Полагаю, что следует проверить следующие вещи:
Incoming Connection Properties -> Users
Пользователь добавлен?
Там же: чекбокс "Require all users to secure their passwords and data"
советую не заморачиваться и ПТИЦУ, если поставил ее раньше, УБРАТЬ.
С VPN я бы тоже не заморачивался.

[Quasar]

Цитата:

oldgoat:
Incoming Connection Properties -> Users
Пользователь добавлен?

Да.

Цитата:

Там же: чекбокс "Require all users to secure their passwords and data"
советую не заморачиваться и ПТИЦУ, если поставил ее раньше, УБРАТЬ.
С VPN я бы тоже не заморачивался.

Эти галки были убраны.

Больше идей нет?

Хм...
Безопасность сети определяется её самым узким местом - стало быть доступом из DMZ в локалку.
Стало быть нужно - как МИНИМУМ - обеспечить безопасное соединение. IPSec вам в помощь - благо ничего сложного в генерации сертификатов нету.
ДНС захотели удаленно поюзать? Красиво, но за это люди из отдела информ безопасности могут не только по ушам надовать, но и по другим, менее (или более) оттопыренным частям.
Как же так, люди? Вы прикиньте, что будет, если чувак из ДМЗ в локалку по ДНСу стучатся будет? =))) Ага, набираю http://www.cool-man.ru:10000 из инета - и попадаю к webminу?
Лучше уж по ИП.

MNT, так можно далеко недозаморочится. Данные-то все-таки шифровать надо, аутентификацию с авторизацией никто не отменял =))

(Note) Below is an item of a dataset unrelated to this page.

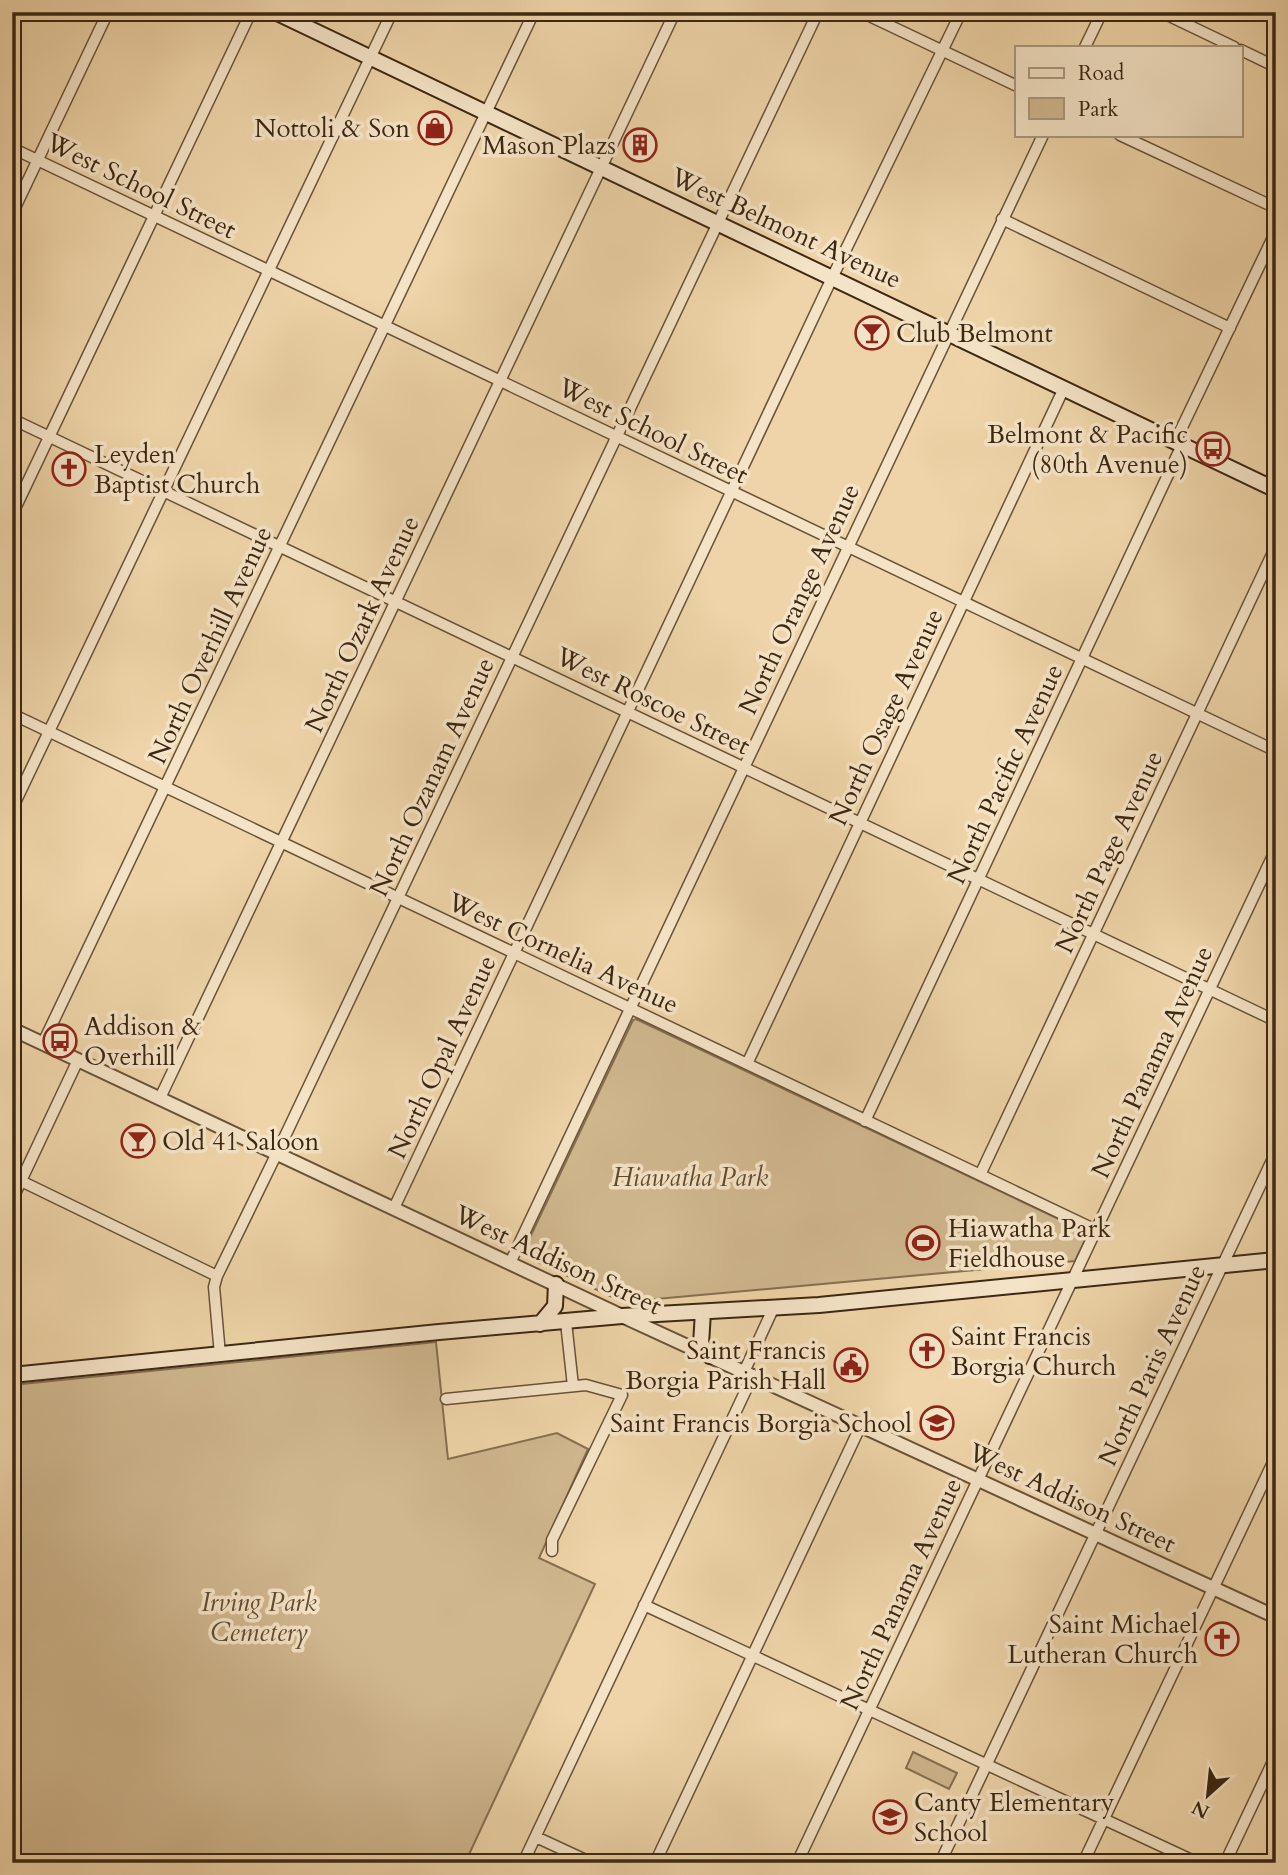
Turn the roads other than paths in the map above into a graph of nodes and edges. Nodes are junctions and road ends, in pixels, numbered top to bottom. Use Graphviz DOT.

Кстати, скажу по секрету: PPTP работает даже через цисковские НАТы =)

Lanky, кстати говоря, 'Ставим на этот комп FreeBSD c Firewall, Nat, Ras и Samba. Эмулируем домен' это бред. Почитай десять раз и поймешь.

В общем, народ - RTFM =))

Господа, вы действуете как последние ммм... админы конца 80-х - тогда тоже никто не знал, почему удаленному серваку файл зоны внутренней сети пересылать нельзя...

Аривидерчи - и учитесь думать, а не кликать!